What's the fastest way to pack 32 0/1 values into the bits of a single 32-bit variable?

Question

I'm working on an x86 or x86_64 machine. I have an array unsigned int a[32] all of whose elements have value either 0 or 1. I want to set the single variable unsigned int b so that (b >> i) & 1 == a[i] will hold for all 32 elements of a. I'm working with GCC on Linux (shouldn't matter much I guess).
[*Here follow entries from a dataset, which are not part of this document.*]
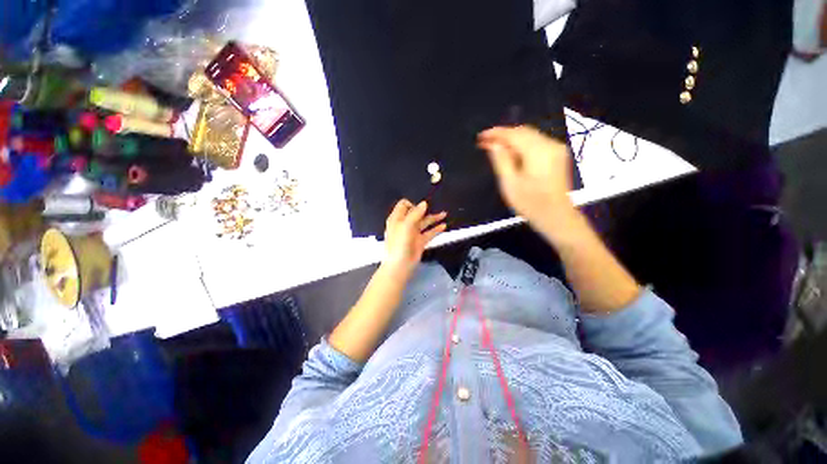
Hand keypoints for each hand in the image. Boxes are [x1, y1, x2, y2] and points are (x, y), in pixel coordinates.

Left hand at [382, 199, 446, 276]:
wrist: (399, 266)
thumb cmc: (399, 244)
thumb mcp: (405, 226)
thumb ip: (415, 214)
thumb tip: (424, 203)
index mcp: (397, 219)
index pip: (403, 205)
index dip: (412, 204)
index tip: (420, 209)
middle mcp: (405, 224)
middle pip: (416, 213)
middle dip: (425, 210)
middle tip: (436, 207)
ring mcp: (413, 233)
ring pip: (424, 222)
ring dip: (434, 218)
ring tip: (444, 214)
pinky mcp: (420, 241)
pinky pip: (429, 233)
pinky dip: (436, 229)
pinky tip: (443, 225)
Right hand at [478, 126, 577, 238]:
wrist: (557, 217)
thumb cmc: (530, 203)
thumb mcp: (510, 183)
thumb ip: (501, 160)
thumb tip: (493, 144)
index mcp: (538, 152)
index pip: (514, 134)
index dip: (496, 133)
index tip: (480, 137)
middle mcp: (550, 144)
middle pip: (523, 132)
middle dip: (503, 135)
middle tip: (485, 142)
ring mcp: (557, 149)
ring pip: (530, 136)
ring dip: (512, 139)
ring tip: (495, 147)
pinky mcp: (558, 155)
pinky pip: (536, 142)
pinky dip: (522, 144)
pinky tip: (511, 152)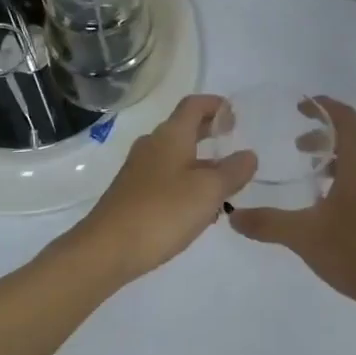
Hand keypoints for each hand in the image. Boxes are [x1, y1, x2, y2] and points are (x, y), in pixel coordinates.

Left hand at [66, 94, 257, 282]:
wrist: (107, 249)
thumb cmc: (162, 212)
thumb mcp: (209, 191)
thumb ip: (233, 171)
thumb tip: (249, 155)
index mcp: (170, 136)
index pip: (194, 105)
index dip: (215, 105)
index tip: (235, 115)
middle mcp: (152, 146)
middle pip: (184, 128)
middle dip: (209, 132)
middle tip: (233, 142)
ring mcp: (139, 171)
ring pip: (175, 156)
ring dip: (200, 161)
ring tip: (224, 181)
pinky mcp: (132, 194)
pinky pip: (166, 178)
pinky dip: (186, 182)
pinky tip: (198, 208)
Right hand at [229, 98, 355, 307]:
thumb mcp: (304, 236)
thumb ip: (268, 223)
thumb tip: (233, 216)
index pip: (344, 119)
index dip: (323, 106)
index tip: (299, 105)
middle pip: (351, 139)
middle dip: (322, 136)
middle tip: (295, 146)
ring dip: (332, 160)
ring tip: (307, 175)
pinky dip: (342, 180)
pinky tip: (324, 207)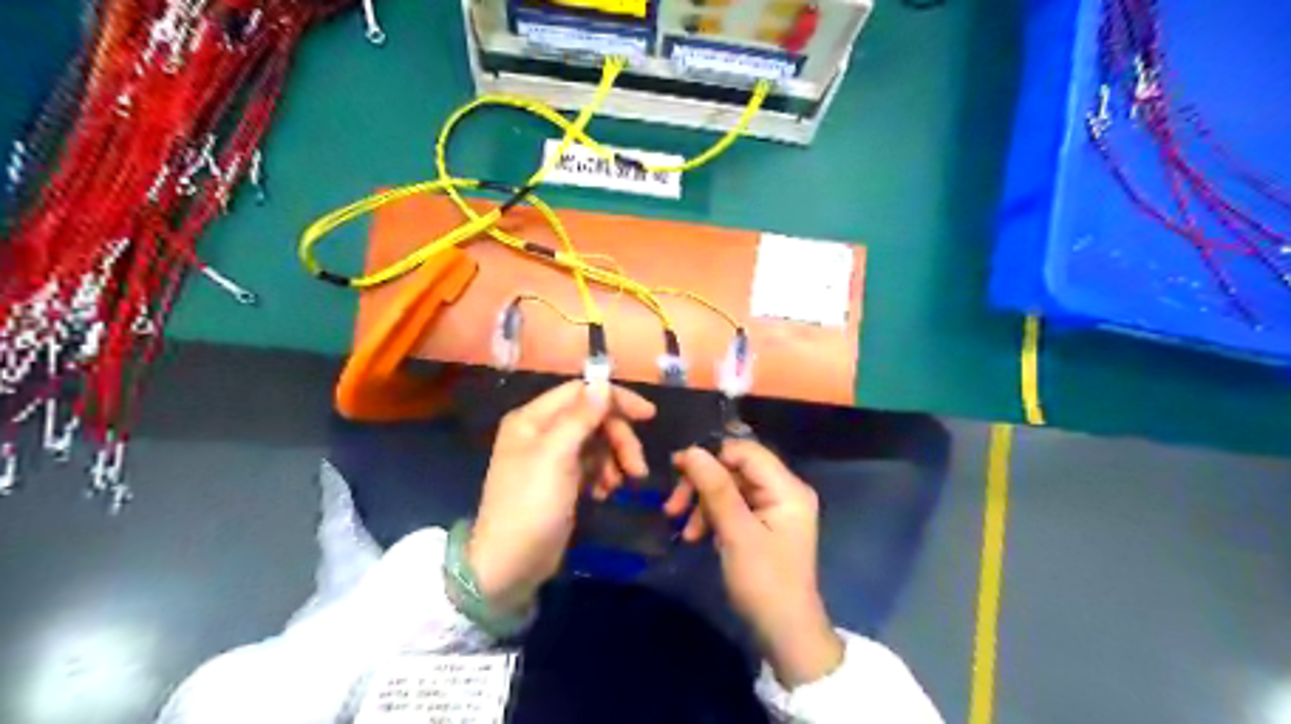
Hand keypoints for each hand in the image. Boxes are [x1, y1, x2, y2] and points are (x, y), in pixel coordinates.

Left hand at [471, 378, 655, 616]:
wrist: (509, 565)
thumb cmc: (530, 506)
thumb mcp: (556, 457)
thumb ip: (581, 417)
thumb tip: (603, 382)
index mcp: (532, 418)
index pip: (581, 392)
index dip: (615, 399)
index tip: (648, 416)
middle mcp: (541, 431)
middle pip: (593, 418)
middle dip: (619, 439)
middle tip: (637, 469)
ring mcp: (551, 457)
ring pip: (596, 442)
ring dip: (614, 459)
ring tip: (620, 486)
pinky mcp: (560, 480)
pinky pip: (591, 465)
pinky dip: (603, 475)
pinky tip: (604, 494)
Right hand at [667, 439, 847, 686]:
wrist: (784, 633)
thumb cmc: (764, 581)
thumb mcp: (736, 533)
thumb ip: (715, 489)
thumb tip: (691, 451)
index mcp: (787, 488)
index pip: (745, 451)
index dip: (710, 456)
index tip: (676, 469)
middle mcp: (784, 490)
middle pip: (735, 469)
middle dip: (702, 485)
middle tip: (672, 507)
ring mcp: (774, 508)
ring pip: (730, 488)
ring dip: (703, 504)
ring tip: (685, 531)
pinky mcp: (763, 524)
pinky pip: (733, 507)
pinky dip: (713, 517)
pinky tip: (699, 536)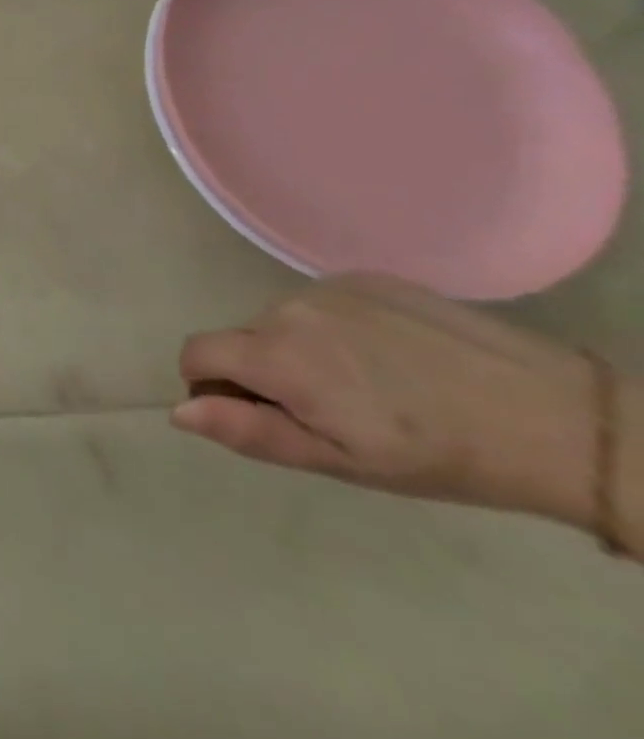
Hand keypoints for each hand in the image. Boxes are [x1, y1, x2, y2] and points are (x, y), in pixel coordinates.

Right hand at [173, 275, 598, 527]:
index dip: (210, 384)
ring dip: (300, 349)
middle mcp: (288, 308)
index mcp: (277, 355)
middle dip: (264, 371)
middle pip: (242, 338)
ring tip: (370, 384)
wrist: (558, 419)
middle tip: (331, 411)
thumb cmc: (438, 457)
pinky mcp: (366, 277)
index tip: (256, 412)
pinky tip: (391, 356)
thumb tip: (179, 410)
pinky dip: (336, 329)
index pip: (197, 352)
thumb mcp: (340, 460)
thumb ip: (250, 430)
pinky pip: (321, 303)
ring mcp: (328, 287)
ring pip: (282, 321)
What's the fastest way to do this in C?

This kind of loop is easily optimized by a decent compiler (possibly unrolled, possibly inlined etc...). What were your measures ? — quantdev, Oct 05 '14 at 08:50
Since you mention specific architectures, is it OK to use things such as SSE? — harold, Oct 05 '14 at 09:05
The fastest way is to skip storing them as `unsigned int` in the first place. — tenfour, Oct 05 '14 at 09:48
@tenfour: The fastest way is just knowing what the output of the entire program needs to be, and just write that out... — einpoklum, Oct 05 '14 at 10:23
@einpoklum: It's quite practical to abstract your `uint` array into something that packs into a bitfield right from the start. What you said is nonsense. — tenfour, Oct 05 '14 at 10:26
@tenfour: Are you asserting that bitfield access is as fast as scalar-word access? Because otherwise you've pushed the cost of accessing the booleans up in other parts of OP's code. — Ira Baxter, Oct 05 '14 at 10:42
@tenfour: I don't control the format in which I'm getting the array. — einpoklum, Oct 05 '14 at 10:50
THIS QUESTION IS NOT A DUPLICATE. It asks about the fastest possible way to pack a big set of booleans. The "duplicate" question asks about the most convenient way to pack a small set. You get completely different answers. — Ira Baxter, Oct 07 '14 at 11:09

doynax · Answer 1 · 2014-10-05T09:40:58.013

11

The fastest way on recent x86 processors is probably to make use of the MOVMSKB family of instructions which extract the MSBs of a SIMD word and pack them into a normal integer register.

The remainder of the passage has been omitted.